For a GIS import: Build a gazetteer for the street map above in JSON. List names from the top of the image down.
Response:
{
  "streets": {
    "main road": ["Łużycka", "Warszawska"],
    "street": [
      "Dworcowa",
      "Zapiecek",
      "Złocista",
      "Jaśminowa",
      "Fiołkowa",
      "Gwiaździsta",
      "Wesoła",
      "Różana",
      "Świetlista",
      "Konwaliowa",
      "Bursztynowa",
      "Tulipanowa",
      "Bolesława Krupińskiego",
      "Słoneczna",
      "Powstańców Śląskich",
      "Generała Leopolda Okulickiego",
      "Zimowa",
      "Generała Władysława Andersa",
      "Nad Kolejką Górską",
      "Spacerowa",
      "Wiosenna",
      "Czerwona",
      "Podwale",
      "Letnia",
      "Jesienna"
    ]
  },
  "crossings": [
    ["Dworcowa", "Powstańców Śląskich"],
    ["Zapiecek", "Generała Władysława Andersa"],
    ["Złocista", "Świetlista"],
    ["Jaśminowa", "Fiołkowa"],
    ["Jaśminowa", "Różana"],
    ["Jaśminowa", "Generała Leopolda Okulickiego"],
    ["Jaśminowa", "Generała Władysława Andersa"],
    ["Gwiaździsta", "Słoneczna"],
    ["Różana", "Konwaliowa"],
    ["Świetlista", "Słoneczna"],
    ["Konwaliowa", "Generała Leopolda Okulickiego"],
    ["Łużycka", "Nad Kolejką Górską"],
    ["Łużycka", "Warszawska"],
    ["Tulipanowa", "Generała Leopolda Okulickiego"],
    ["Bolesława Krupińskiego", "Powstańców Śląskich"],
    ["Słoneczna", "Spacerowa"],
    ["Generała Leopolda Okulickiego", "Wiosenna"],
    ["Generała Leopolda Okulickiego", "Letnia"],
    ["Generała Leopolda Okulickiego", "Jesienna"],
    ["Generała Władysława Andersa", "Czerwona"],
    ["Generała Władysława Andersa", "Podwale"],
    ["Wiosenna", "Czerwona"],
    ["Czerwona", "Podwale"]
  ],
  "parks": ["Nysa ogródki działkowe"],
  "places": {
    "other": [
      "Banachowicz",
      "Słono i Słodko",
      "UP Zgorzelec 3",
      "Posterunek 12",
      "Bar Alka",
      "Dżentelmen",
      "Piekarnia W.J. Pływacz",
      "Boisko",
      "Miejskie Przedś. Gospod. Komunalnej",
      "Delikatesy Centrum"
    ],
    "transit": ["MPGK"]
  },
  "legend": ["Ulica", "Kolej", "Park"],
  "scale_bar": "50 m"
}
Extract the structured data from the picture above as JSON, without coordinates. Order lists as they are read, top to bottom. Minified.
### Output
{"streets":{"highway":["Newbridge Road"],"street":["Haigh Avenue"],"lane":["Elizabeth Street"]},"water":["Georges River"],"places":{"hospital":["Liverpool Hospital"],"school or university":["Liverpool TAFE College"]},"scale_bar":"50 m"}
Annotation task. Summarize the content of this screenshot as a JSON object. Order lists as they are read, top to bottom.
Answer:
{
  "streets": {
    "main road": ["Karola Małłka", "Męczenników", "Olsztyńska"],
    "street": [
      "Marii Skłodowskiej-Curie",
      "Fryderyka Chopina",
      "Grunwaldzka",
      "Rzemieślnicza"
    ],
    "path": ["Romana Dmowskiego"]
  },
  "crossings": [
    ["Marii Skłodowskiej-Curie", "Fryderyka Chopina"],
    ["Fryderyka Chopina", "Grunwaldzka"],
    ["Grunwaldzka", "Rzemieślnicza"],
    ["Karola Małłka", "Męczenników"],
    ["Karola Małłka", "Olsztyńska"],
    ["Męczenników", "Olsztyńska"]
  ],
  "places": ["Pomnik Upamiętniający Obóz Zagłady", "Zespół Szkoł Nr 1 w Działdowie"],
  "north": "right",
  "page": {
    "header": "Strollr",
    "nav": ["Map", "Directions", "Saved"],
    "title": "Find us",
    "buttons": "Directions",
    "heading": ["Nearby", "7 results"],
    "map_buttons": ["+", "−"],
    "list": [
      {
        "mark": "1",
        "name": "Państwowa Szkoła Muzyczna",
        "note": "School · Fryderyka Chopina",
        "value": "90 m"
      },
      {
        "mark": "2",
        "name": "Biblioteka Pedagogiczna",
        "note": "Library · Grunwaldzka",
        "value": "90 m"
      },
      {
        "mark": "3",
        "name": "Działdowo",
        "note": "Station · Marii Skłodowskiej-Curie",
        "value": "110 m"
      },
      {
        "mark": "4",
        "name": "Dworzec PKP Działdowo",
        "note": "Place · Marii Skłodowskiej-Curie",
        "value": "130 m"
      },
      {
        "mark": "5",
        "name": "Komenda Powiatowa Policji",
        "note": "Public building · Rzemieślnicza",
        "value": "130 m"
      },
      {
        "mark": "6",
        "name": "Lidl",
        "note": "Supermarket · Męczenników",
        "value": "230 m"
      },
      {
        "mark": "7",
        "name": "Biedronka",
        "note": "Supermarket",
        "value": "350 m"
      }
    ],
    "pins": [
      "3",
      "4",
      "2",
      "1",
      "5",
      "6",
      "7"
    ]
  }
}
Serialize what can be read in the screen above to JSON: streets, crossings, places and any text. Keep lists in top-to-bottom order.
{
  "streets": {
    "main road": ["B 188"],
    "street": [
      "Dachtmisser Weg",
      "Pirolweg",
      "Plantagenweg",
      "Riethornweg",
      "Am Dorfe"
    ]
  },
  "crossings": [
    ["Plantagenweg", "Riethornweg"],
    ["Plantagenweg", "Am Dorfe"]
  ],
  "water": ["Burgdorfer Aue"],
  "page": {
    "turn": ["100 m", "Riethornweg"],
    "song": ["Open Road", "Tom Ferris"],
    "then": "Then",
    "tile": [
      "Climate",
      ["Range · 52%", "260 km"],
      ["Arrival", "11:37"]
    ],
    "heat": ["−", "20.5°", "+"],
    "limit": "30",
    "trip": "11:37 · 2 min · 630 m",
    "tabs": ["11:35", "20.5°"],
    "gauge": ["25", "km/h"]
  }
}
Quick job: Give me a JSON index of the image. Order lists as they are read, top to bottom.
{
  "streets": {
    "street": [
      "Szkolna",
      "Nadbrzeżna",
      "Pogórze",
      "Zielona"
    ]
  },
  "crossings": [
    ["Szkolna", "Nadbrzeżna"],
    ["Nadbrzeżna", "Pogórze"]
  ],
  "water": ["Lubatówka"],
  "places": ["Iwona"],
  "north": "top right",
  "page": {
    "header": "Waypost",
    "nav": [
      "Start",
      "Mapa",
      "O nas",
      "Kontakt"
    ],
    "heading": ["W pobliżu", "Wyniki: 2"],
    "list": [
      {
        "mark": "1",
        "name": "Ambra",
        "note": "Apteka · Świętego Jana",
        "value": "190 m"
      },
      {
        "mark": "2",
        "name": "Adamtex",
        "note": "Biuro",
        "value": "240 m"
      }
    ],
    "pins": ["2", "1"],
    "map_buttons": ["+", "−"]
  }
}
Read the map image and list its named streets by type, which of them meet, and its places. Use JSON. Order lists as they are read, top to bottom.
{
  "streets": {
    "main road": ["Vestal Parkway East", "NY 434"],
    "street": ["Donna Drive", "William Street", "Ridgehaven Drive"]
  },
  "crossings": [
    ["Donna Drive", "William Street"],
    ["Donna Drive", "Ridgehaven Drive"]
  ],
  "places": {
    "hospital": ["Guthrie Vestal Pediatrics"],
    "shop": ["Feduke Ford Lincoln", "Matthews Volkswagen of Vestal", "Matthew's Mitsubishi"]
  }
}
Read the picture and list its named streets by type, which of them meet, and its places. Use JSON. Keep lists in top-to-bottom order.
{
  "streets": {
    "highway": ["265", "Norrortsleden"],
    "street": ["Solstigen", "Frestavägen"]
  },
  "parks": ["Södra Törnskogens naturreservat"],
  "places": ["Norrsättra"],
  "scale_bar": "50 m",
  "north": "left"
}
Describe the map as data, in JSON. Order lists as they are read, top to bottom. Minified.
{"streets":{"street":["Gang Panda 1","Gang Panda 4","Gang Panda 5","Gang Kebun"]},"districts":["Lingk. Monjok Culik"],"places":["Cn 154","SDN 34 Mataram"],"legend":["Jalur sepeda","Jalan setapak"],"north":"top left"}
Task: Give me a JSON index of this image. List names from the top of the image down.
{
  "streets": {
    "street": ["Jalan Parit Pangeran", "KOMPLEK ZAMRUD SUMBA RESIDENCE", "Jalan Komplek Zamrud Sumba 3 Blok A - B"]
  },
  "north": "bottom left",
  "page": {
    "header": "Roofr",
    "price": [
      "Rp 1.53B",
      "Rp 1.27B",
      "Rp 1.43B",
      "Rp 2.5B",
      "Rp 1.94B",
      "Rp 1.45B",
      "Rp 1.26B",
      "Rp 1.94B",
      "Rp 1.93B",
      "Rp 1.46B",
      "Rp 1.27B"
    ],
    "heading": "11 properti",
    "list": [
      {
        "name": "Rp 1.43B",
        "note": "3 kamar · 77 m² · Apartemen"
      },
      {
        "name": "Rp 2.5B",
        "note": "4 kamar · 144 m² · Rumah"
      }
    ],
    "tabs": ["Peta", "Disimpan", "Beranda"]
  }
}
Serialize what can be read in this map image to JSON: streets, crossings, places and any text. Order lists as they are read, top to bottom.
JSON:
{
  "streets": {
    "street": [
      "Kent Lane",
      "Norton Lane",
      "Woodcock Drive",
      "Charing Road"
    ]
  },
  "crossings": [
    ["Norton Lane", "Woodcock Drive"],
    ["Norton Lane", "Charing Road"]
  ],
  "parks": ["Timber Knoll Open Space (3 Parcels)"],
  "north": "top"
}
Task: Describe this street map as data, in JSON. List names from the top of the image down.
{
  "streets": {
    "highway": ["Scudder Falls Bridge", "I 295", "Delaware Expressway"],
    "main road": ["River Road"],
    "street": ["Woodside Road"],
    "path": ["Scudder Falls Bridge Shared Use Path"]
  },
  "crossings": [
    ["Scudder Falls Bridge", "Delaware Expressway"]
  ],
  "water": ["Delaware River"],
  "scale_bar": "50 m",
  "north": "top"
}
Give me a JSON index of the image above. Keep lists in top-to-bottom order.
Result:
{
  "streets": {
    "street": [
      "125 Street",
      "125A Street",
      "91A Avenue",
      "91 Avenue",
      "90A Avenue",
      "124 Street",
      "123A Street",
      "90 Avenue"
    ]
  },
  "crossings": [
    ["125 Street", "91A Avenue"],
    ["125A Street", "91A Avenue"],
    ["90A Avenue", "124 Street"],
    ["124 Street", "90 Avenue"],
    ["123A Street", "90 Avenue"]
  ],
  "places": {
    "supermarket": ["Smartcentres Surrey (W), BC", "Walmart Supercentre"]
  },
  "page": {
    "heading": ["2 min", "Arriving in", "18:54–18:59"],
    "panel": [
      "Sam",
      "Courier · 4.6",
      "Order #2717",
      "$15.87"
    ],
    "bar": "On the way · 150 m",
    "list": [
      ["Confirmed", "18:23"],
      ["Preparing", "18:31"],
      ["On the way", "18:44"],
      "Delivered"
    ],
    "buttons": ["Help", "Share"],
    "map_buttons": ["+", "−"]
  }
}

Required action => Each line above that holds the string "parks" should be copied and shown.

Written answer =>
  "parks": ["Nysa ogródki działkowe"],
  "parks": ["Södra Törnskogens naturreservat"],
  "parks": ["Timber Knoll Open Space (3 Parcels)"],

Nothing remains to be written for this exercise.